An experience that really sucked [groan]
My life as a scruffy, impoverished and blasé undergraduate is officially over: I have bought my first vacuum cleaner.
Not that my attitude or habits toward cleaning have changed, mind you. My approach to cleaning is to assume that the science of vacuuming is similar to the science of shampooing your hair: if you put it off long enough, eventually the dirt starts cleaning itself.
Of course, when it comes to shampooing and the quantity of my hair, the point is rather mute.
Nevertheless, this creative scientific approach has served me well in the past, and on those occasions when it hasn’t, game theory has come to my aid. My tolerance of dust and grime around the house is invariably higher than that of my housemates (or more recently, Fi). Thus, much like the Russians on the Eastern front in World War II, I can simply wait out the dusty Winter, confident that I won’t be the one giving way.
(While I am aware that this illustration could be misread as a comparison between my girlfriend and the Nazis, I’m confident that the fact that I bought a vacuum cleaner will override any misunderstandings both now and in the foreseeable future. Money well spent.)
That being said, the process of buying a vacuum cleaner is a lot more difficult that I’d imagined. I went into it thinking I could just pick up a $50 piece of plastic that would quietly suck up the mess every once in a while and then quietly go back into my cupboard, preferably without me having to touch it throughout the process. I’d even heard of a model before – the ‘Dyson’ – and so I thought that was a good place to start.
Holy Shmoly.
It turns out that Dyson is not a model of cleaner at all, but rather a brand – or, more accurately, some sort of corporate cleaning conglomerate that somehow scams people into spending thousands of dollars to buy things that will ultimately encourage them to do more chores. For the cost of one of their vacuum cleaners, I could buy an (admittedly not very good) automobile and simply drive away from the dust. I passed.
Not that this simplified the process much. Turns out there are walls and walls of different brands and models, all with dozens of ‘different’ features that, as far as I can tell, still just clean. I thought that among all of these fancy-pants technological bells and whistles, I’d at least find one that would either clean for me, or get me a beer while I’m using it. Nothing.
In fact, the only brands I recognised at all were those that I really didn’t associate with cleaning. Given the dust on my television or the state of my fridge, it was unlikely I was going to trust a vacuum cleaner made by LG.

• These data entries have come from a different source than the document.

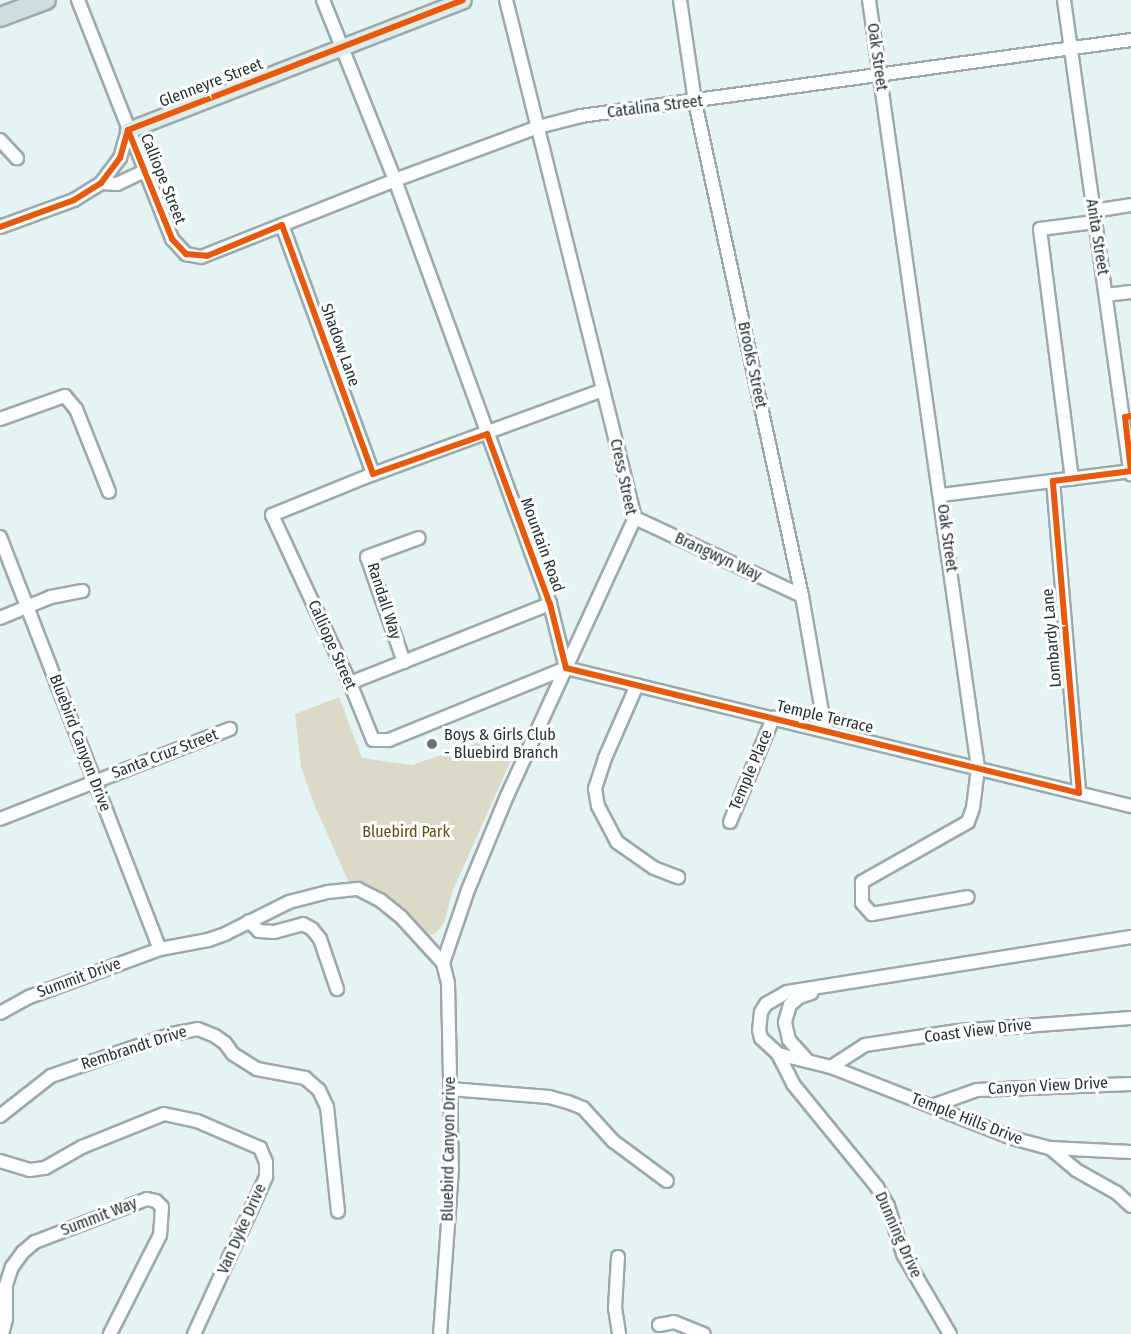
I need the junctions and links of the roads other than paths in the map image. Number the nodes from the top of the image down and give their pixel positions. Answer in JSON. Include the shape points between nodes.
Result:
{"nodes":[{"id":1,"x":46,"y":0,"type":"edge"},
{"id":2,"x":78,"y":0,"type":"edge"},
{"id":3,"x":322,"y":0,"type":"edge"},
{"id":4,"x":463,"y":0,"type":"edge"},
{"id":5,"x":506,"y":0,"type":"edge"},
{"id":6,"x":680,"y":0,"type":"edge"},
{"id":7,"x":869,"y":0,"type":"edge"},
{"id":8,"x":1064,"y":0,"type":"edge"},
{"id":9,"x":0,"y":17,"type":"edge"},
{"id":10,"x":1131,"y":40,"type":"edge"},
{"id":11,"x":341,"y":46,"type":"junction"},
{"id":12,"x":1071,"y":49,"type":"junction"},
{"id":13,"x":880,"y":76,"type":"junction"},
{"id":14,"x":695,"y":102,"type":"junction"},
{"id":15,"x":538,"y":127,"type":"junction"},
{"id":16,"x":128,"y":130,"type":"junction"},
{"id":17,"x":0,"y":140,"type":"edge"},
{"id":18,"x":17,"y":158,"type":"dead end"},
{"id":19,"x":144,"y":171,"type":"junction"},
{"id":20,"x":394,"y":180,"type":"junction"},
{"id":21,"x":101,"y":183,"type":"junction"},
{"id":22,"x":1131,"y":206,"type":"edge"},
{"id":23,"x":1094,"y":216,"type":"junction"},
{"id":24,"x":282,"y":225,"type":"junction"},
{"id":25,"x":0,"y":227,"type":"edge"},
{"id":26,"x":201,"y":257,"type":"joint"},
{"id":27,"x":1131,"y":292,"type":"edge"},
{"id":28,"x":1106,"y":295,"type":"junction"},
{"id":29,"x":603,"y":390,"type":"junction"},
{"id":30,"x":1128,"y":416,"type":"edge"},
{"id":31,"x":0,"y":419,"type":"edge"},
{"id":32,"x":487,"y":435,"type":"junction"},
{"id":33,"x":1131,"y":472,"type":"edge"},
{"id":34,"x":373,"y":474,"type":"junction"},
{"id":35,"x":1072,"y":479,"type":"junction"},
{"id":36,"x":1053,"y":481,"type":"junction"},
{"id":37,"x":109,"y":492,"type":"dead end"},
{"id":38,"x":941,"y":495,"type":"junction"},
{"id":39,"x":635,"y":518,"type":"junction"},
{"id":40,"x":0,"y":537,"type":"edge"},
{"id":41,"x":419,"y":538,"type":"dead end"},
{"id":42,"x":82,"y":591,"type":"dead end"},
{"id":43,"x":802,"y":596,"type":"junction"},
{"id":44,"x":550,"y":604,"type":"junction"},
{"id":45,"x":28,"y":606,"type":"junction"},
{"id":46,"x":0,"y":618,"type":"edge"},
{"id":47,"x":404,"y":662,"type":"junction"},
{"id":48,"x":566,"y":668,"type":"junction"},
{"id":49,"x":350,"y":683,"type":"junction"},
{"id":50,"x":637,"y":685,"type":"junction"},
{"id":51,"x":773,"y":718,"type":"junction"},
{"id":52,"x":230,"y":729,"type":"dead end"},
{"id":53,"x":825,"y":729,"type":"junction"},
{"id":54,"x":978,"y":768,"type":"junction"},
{"id":55,"x":95,"y":781,"type":"junction"},
{"id":56,"x":1079,"y":793,"type":"junction"},
{"id":57,"x":1131,"y":806,"type":"edge"},
{"id":58,"x":0,"y":819,"type":"edge"},
{"id":59,"x":729,"y":822,"type":"dead end"},
{"id":60,"x":678,"y":877,"type":"dead end"},
{"id":61,"x":968,"y":897,"type":"dead end"},
{"id":62,"x":249,"y":921,"type":"junction"},
{"id":63,"x":1131,"y":938,"type":"edge"},
{"id":64,"x":160,"y":949,"type":"junction"},
{"id":65,"x":443,"y":963,"type":"junction"},
{"id":66,"x":820,"y":988,"type":"junction"},
{"id":67,"x":337,"y":989,"type":"dead end"},
{"id":68,"x":0,"y":1013,"type":"edge"},
{"id":69,"x":1131,"y":1018,"type":"edge"},
{"id":70,"x":778,"y":1054,"type":"junction"},
{"id":71,"x":807,"y":1060,"type":"junction"},
{"id":72,"x":831,"y":1067,"type":"junction"},
{"id":73,"x":793,"y":1084,"type":"junction"},
{"id":74,"x":1131,"y":1084,"type":"edge"},
{"id":75,"x":450,"y":1089,"type":"junction"},
{"id":76,"x":932,"y":1106,"type":"junction"},
{"id":77,"x":0,"y":1116,"type":"edge"},
{"id":78,"x":1050,"y":1148,"type":"junction"},
{"id":79,"x":1131,"y":1152,"type":"edge"},
{"id":80,"x":0,"y":1161,"type":"edge"},
{"id":81,"x":667,"y":1181,"type":"dead end"},
{"id":82,"x":1131,"y":1206,"type":"edge"},
{"id":83,"x":338,"y":1211,"type":"dead end"},
{"id":84,"x":618,"y":1257,"type":"dead end"},
{"id":85,"x":659,"y":1325,"type":"dead end"},
{"id":86,"x":2,"y":1334,"type":"edge"},
{"id":87,"x":110,"y":1334,"type":"edge"},
{"id":88,"x":194,"y":1334,"type":"edge"},
{"id":89,"x":440,"y":1334,"type":"edge"},
{"id":90,"x":619,"y":1334,"type":"edge"},
{"id":91,"x":704,"y":1334,"type":"edge"},
{"id":92,"x":950,"y":1334,"type":"edge"}],
"edges":[{"from":1,"to":9,"type":"highway"},
{"from":2,"to":16,"type":"street","name":"Calliope Street"},
{"from":3,"to":11,"type":"street","name":"Mountain Road"},
{"from":4,"to":11,"type":"main road","name":"Glenneyre Street"},
{"from":5,"to":15,"type":"street","name":"Cress Street"},
{"from":6,"to":14,"type":"street","name":"Brooks Street"},
{"from":7,"to":13,"type":"street","name":"Oak Street"},
{"from":8,"to":12,"type":"street","name":"Anita Street"},
{"from":10,"to":12,"type":"street","name":"Catalina Street"},
{"from":11,"to":16,"type":"main road","name":"Glenneyre Street"},
{"from":11,"to":20,"type":"street","name":"Mountain Road"},
{"from":12,"to":13,"type":"street","name":"Catalina Street"},
{"from":12,"to":23,"type":"street","name":"Anita Street"},
{"from":13,"to":14,"type":"street","name":"Catalina Street"},
{"from":13,"to":38,"type":"street","name":"Oak Street"},
{"from":14,"to":15,"type":"street","name":"Catalina Street","via":[[593,114]]},
{"from":14,"to":43,"type":"street","name":"Brooks Street"},
{"from":15,"to":20,"type":"street","name":"Catalina Street"},
{"from":15,"to":29,"type":"street","name":"Cress Street"},
{"from":16,"to":19,"type":"street","name":"Calliope Street"},
{"from":16,"to":21,"type":"street","via":[[120,158]]},
{"from":17,"to":18,"type":"street"},
{"from":19,"to":21,"type":"street","via":[[117,184]]},
{"from":19,"to":26,"type":"street","name":"Calliope Street","via":[[175,244],[186,254]]},
{"from":20,"to":24,"type":"street","name":"Catalina Street"},
{"from":20,"to":32,"type":"street","name":"Mountain Road"},
{"from":21,"to":25,"type":"street","via":[[74,200]]},
{"from":22,"to":23,"type":"street"},
{"from":23,"to":28,"type":"street","name":"Anita Street"},
{"from":23,"to":35,"type":"street","via":[[1040,229]]},
{"from":24,"to":26,"type":"street","name":"Catalina Street"},
{"from":24,"to":34,"type":"street","name":"Shadow Lane"},
{"from":27,"to":28,"type":"street"},
{"from":28,"to":30,"type":"street","name":"Anita Street"},
{"from":29,"to":32,"type":"street"},
{"from":29,"to":39,"type":"street","name":"Cress Street"},
{"from":30,"to":33,"type":"street","name":"Anita Street"},
{"from":31,"to":37,"type":"street","via":[[65,396],[76,409]]},
{"from":32,"to":34,"type":"street"},
{"from":32,"to":44,"type":"street","name":"Mountain Road"},
{"from":33,"to":35,"type":"street"},
{"from":34,"to":49,"type":"street","name":"Calliope Street","via":[[272,516]]},
{"from":35,"to":36,"type":"street"},
{"from":36,"to":38,"type":"street"},
{"from":36,"to":56,"type":"street","name":"Lombardy Lane"},
{"from":38,"to":54,"type":"street","name":"Oak Street"},
{"from":39,"to":43,"type":"street","name":"Brangwyn Way"},
{"from":39,"to":48,"type":"street","name":"Cress Street"},
{"from":40,"to":45,"type":"street","name":"Bluebird Canyon Drive"},
{"from":41,"to":47,"type":"street","name":"Randall Way","via":[[367,557]]},
{"from":42,"to":45,"type":"street"},
{"from":43,"to":53,"type":"street","name":"Brooks Street"},
{"from":44,"to":47,"type":"street"},
{"from":44,"to":48,"type":"street","name":"Mountain Road"},
{"from":45,"to":46,"type":"street"},
{"from":45,"to":55,"type":"street","name":"Bluebird Canyon Drive"},
{"from":47,"to":49,"type":"street"},
{"from":48,"to":49,"type":"street","name":"Calliope Street","via":[[389,740],[377,740],[370,735]]},
{"from":48,"to":50,"type":"street","name":"Temple Terrace"},
{"from":48,"to":65,"type":"street","name":"Cress Street","via":[[472,880]]},
{"from":50,"to":51,"type":"street","name":"Temple Terrace"},
{"from":50,"to":60,"type":"street","via":[[595,789],[598,806],[617,842],[654,868]]},
{"from":51,"to":53,"type":"street","name":"Temple Terrace"},
{"from":51,"to":59,"type":"street","name":"Temple Place"},
{"from":52,"to":55,"type":"street","name":"Santa Cruz Street"},
{"from":53,"to":54,"type":"street","name":"Temple Terrace"},
{"from":54,"to":56,"type":"street","name":"Temple Terrace"},
{"from":54,"to":61,"type":"street","name":"Oak Street","via":[[968,822],[862,882],[862,903],[872,914]]},
{"from":55,"to":58,"type":"street","name":"Santa Cruz Street"},
{"from":55,"to":64,"type":"street","name":"Bluebird Canyon Drive"},
{"from":56,"to":57,"type":"street","name":"Temple Terrace"},
{"from":62,"to":64,"type":"street","name":"Summit Drive","via":[[208,940]]},
{"from":62,"to":65,"type":"street","name":"Summit Drive","via":[[289,902],[357,889],[380,900],[401,917]]},
{"from":62,"to":67,"type":"street","via":[[259,931],[274,932],[303,924],[312,929],[320,939]]},
{"from":63,"to":66,"type":"street"},
{"from":64,"to":68,"type":"street","name":"Summit Drive","via":[[29,997]]},
{"from":65,"to":75,"type":"street","name":"Bluebird Canyon Drive","via":[[448,983]]},
{"from":66,"to":70,"type":"street","via":[[787,992],[766,1004],[759,1030],[761,1038]]},
{"from":66,"to":71,"type":"street","via":[[799,997],[786,1013],[789,1040]]},
{"from":69,"to":72,"type":"street","name":"Coast View Drive","via":[[978,1029],[865,1045]]},
{"from":70,"to":71,"type":"street","name":"Temple Hills Drive"},
{"from":70,"to":73,"type":"street","name":"Dunning Drive"},
{"from":71,"to":72,"type":"street","name":"Temple Hills Drive"},
{"from":71,"to":73,"type":"street"},
{"from":72,"to":76,"type":"street","name":"Temple Hills Drive"},
{"from":73,"to":92,"type":"street","name":"Dunning Drive","via":[[877,1187],[888,1206],[903,1254]]},
{"from":74,"to":76,"type":"street","name":"Canyon View Drive","via":[[977,1090]]},
{"from":75,"to":81,"type":"street","via":[[568,1101],[583,1108],[613,1141]]},
{"from":75,"to":89,"type":"street","name":"Bluebird Canyon Drive","via":[[452,1168]]},
{"from":76,"to":78,"type":"street","name":"Temple Hills Drive","via":[[1012,1138]]},
{"from":77,"to":83,"type":"street","name":"Rembrandt Drive","via":[[51,1076],[171,1034],[198,1029],[215,1036],[233,1054],[257,1069],[305,1078],[320,1090],[327,1107]]},
{"from":78,"to":79,"type":"street","name":"Temple Hills Drive"},
{"from":78,"to":82,"type":"street"},
{"from":80,"to":88,"type":"street","name":"Van Dyke Drive","via":[[30,1170],[45,1168],[82,1147],[164,1114],[197,1121],[260,1148],[266,1162],[266,1177]]},
{"from":84,"to":90,"type":"street","via":[[615,1308]]},
{"from":85,"to":91,"type":"street","via":[[674,1322]]},
{"from":86,"to":87,"type":"street","name":"Summit Way","via":[[6,1285],[22,1252],[46,1237],[147,1199],[156,1201],[162,1207],[160,1235]]}]}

In the end, for those of you who are wondering, I bought an ElectroLux Something-Or-Other for $300 that is apparently ‘a good buy for a medium-range cleaner.’ Whatever. All up, a horrifying and surprisingly expensive purchasing experience that unfortunately is likely to lead to me having to use the thing in the future.
…Or perhaps not. It’s just hit me. I’m now thinking of reinventing the scientific cleaning theory in the guise of the Evolutionary Big-Bang Cleaning Theory: Basically, I put the vacuum cleaner in the midst of the dust in my living room, and watch as, where once was only the absence of light, Cleanliness emerges.
I hear this process can take billions of years. I’m prepared to wait.
She didn’t respond to your candygram and god knows what happened to that kitten you sent her!
Unbelievable! Where were these when I needed them? I can’t believe the Good Guys didn’t stock them. Still, I’ve managed to cleanse my mind of vacuum cleaners since the ordeal, and I’m not sure I’m willing to risk regressing…
Take it back!
Get an iRobot Roomba for $300 on Amazon thanks to near parity with the $US. You can even call your geeky mates over for a beer and enjoy the action!